Unfortunately all of the alternative groups to scouts around here don't appeal to DS or are too far a drive to be practical for us.
post #11 of 46
I agree that I am not happy with the Boy Scouts of America's stance on certain issues. I avoided it because of this. This year friends of my son asked him to join. I personally know both dads who run their pack. There are only 8 boys in their pack and we know them all. We signed up. We will see how it goes.

I had a friend in another state who signed up both her sons. One had a great pack and a great experience. The other had a not so great pack and a not so great experience. It totally depends on who is involved locally.
post #12 of 46
My ds has been involved with the cub scouts for one year now and he loves it. I can't say enough about how great of an experience it has been for us (lots of family wide activities--not just the boys and dads). Dh enjoys it as well-so much so that he is volunteering to be a leader this year.
post #13 of 46
Just a quick question, I emailed our local chapter? of boy scouts, it seems all the meetings (groups) are held at 'chruches'... Please forgive my ignorance... are the boy scouts tied to religion? Maybe I am handicapped on the website but it seems to be lacking tons of info. scouting.org whatever seems to have general info and tons of fluff but nothing specific to it.
post #14 of 46
I'm really glad you started this thread momtoTnT, I was *just* talking to DH yesterday about this, and raising the same concerns!

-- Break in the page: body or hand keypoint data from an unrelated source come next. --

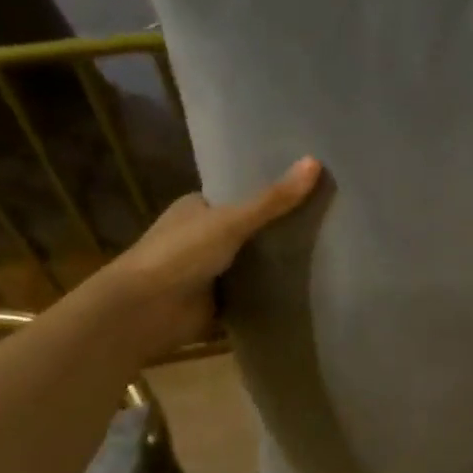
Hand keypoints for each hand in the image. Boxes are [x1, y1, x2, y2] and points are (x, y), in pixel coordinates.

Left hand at [92, 157, 322, 361]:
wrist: (146, 310)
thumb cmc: (181, 254)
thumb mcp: (231, 221)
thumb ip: (273, 199)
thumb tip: (315, 161)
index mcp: (197, 208)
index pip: (239, 195)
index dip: (271, 192)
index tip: (309, 190)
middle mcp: (201, 237)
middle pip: (249, 231)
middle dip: (280, 231)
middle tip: (327, 222)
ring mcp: (209, 272)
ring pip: (252, 264)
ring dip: (278, 265)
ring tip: (327, 253)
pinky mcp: (217, 303)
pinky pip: (251, 295)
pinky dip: (271, 294)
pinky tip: (306, 289)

It sounds like the people who are involved really like it, I'll have to investigate further!

zebra, if you go to wikipedia and search for Boy Scouts of America membership controversies, you will find some info on religion and the organization

--k
post #15 of 46
It makes me very very sad, because I always wanted my boys to join scouts. But we have made a family decision that we will never join an organization that would not welcome members of our chosen family who are gay and would discriminate against them and their children.

I really hoped that things would change by now. I really like the people in the local troop, and I know that the vast majority of them do not agree with the BSA's stance on leaders who are gay and older scouts who are gay. However, they still pay dues to the organization who is very outspoken about their discriminatory policy (I contacted the national group to see if the policy had changed). I cannot in good conscience financially support any group that is adamantly discriminatory in that fashion.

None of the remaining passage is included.